What you need to do ▸ The records that follow must be reproduced in full, with every picture excluded.

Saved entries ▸
########
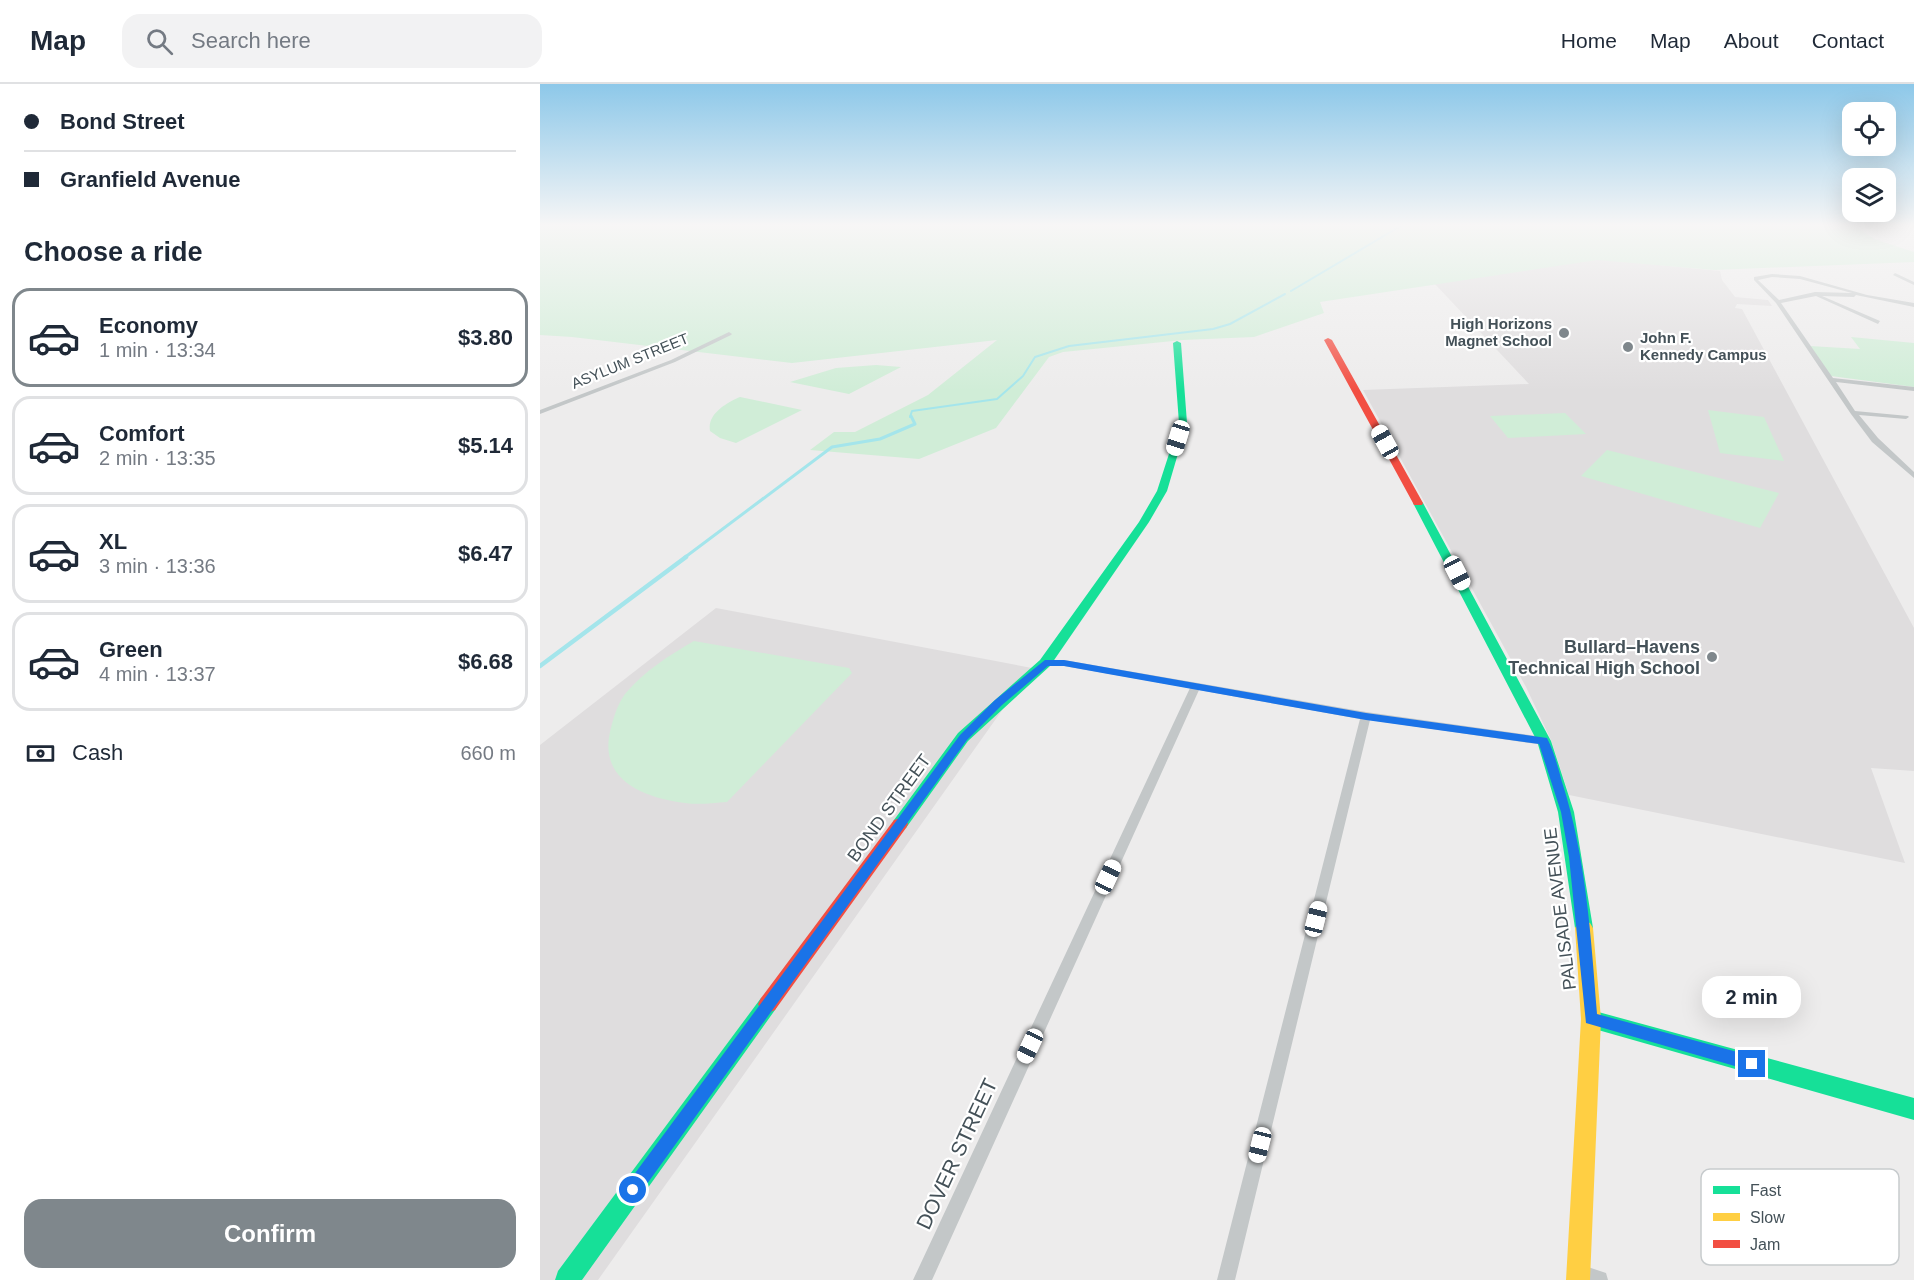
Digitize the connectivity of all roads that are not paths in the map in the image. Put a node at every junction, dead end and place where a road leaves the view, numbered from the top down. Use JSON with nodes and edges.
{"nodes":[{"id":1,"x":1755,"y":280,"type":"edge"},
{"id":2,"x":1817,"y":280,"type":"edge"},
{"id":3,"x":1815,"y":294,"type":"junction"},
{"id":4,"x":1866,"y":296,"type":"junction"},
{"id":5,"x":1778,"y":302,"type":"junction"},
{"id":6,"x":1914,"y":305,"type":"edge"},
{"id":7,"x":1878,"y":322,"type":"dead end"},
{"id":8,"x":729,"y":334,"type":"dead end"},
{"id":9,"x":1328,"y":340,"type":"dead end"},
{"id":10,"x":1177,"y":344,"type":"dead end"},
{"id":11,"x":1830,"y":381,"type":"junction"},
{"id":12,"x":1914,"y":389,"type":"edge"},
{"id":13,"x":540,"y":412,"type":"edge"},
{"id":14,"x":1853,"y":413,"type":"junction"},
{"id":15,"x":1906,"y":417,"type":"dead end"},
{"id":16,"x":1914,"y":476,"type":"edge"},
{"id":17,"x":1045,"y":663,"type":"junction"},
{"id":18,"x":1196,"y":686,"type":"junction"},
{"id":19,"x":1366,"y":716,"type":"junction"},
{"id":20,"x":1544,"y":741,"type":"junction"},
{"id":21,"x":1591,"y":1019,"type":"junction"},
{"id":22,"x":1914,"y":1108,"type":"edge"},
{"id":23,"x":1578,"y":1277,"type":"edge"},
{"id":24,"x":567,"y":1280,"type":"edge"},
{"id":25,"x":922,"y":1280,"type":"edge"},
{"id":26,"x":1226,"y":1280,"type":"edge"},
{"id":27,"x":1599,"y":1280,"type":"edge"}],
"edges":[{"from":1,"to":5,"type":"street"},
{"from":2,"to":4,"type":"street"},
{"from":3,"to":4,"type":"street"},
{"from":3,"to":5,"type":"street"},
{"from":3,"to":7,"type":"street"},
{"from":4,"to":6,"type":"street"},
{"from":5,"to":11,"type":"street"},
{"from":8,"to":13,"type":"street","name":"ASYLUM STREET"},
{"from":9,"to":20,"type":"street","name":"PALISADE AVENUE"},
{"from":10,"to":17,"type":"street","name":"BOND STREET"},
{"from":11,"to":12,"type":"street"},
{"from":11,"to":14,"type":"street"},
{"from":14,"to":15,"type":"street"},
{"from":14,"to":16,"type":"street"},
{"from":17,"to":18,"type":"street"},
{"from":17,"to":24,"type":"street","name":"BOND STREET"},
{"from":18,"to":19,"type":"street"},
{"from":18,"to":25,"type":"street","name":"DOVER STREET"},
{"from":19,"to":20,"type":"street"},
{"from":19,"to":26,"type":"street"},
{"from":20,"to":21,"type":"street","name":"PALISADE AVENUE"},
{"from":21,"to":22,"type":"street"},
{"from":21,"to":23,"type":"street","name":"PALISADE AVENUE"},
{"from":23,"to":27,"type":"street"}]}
########
Solution to the exercise ▸
Digitize the connectivity of all roads that are not paths in the map in the image. Put a node at every junction, dead end and place where a road leaves the view, numbered from the top down. Use JSON with nodes and edges.
{"nodes":[{"id":1,"x":1755,"y":280,"type":"edge"},
{"id":2,"x":1817,"y":280,"type":"edge"},
{"id":3,"x":1815,"y":294,"type":"junction"},
{"id":4,"x":1866,"y":296,"type":"junction"},
{"id":5,"x":1778,"y":302,"type":"junction"},
{"id":6,"x":1914,"y":305,"type":"edge"},
{"id":7,"x":1878,"y":322,"type":"dead end"},
{"id":8,"x":729,"y":334,"type":"dead end"},
{"id":9,"x":1328,"y":340,"type":"dead end"},
{"id":10,"x":1177,"y":344,"type":"dead end"},
{"id":11,"x":1830,"y":381,"type":"junction"},
{"id":12,"x":1914,"y":389,"type":"edge"},
{"id":13,"x":540,"y":412,"type":"edge"},
{"id":14,"x":1853,"y":413,"type":"junction"},
{"id":15,"x":1906,"y":417,"type":"dead end"},
{"id":16,"x":1914,"y":476,"type":"edge"},
{"id":17,"x":1045,"y":663,"type":"junction"},
{"id":18,"x":1196,"y":686,"type":"junction"},
{"id":19,"x":1366,"y":716,"type":"junction"},
{"id":20,"x":1544,"y":741,"type":"junction"},
{"id":21,"x":1591,"y":1019,"type":"junction"},
{"id":22,"x":1914,"y":1108,"type":"edge"},
{"id":23,"x":1578,"y":1277,"type":"edge"},
{"id":24,"x":567,"y":1280,"type":"edge"},
{"id":25,"x":922,"y":1280,"type":"edge"},
{"id":26,"x":1226,"y":1280,"type":"edge"},
{"id":27,"x":1599,"y":1280,"type":"edge"}],
"edges":[{"from":1,"to":5,"type":"street"},
{"from":2,"to":4,"type":"street"},
{"from":3,"to":4,"type":"street"},
{"from":3,"to":5,"type":"street"},
{"from":3,"to":7,"type":"street"},
{"from":4,"to":6,"type":"street"},
{"from":5,"to":11,"type":"street"},
{"from":8,"to":13,"type":"street","name":"ASYLUM STREET"},
{"from":9,"to":20,"type":"street","name":"PALISADE AVENUE"},
{"from":10,"to":17,"type":"street","name":"BOND STREET"},
{"from":11,"to":12,"type":"street"},
{"from":11,"to":14,"type":"street"},
{"from":14,"to":15,"type":"street"},
{"from":14,"to":16,"type":"street"},
{"from":17,"to":18,"type":"street"},
{"from":17,"to":24,"type":"street","name":"BOND STREET"},
{"from":18,"to":19,"type":"street"},
{"from":18,"to":25,"type":"street","name":"DOVER STREET"},
{"from":19,"to":20,"type":"street"},
{"from":19,"to":26,"type":"street"},
{"from":20,"to":21,"type":"street","name":"PALISADE AVENUE"},
{"from":21,"to":22,"type":"street"},
{"from":21,"to":23,"type":"street","name":"PALISADE AVENUE"},
{"from":23,"to":27,"type":"street"}]}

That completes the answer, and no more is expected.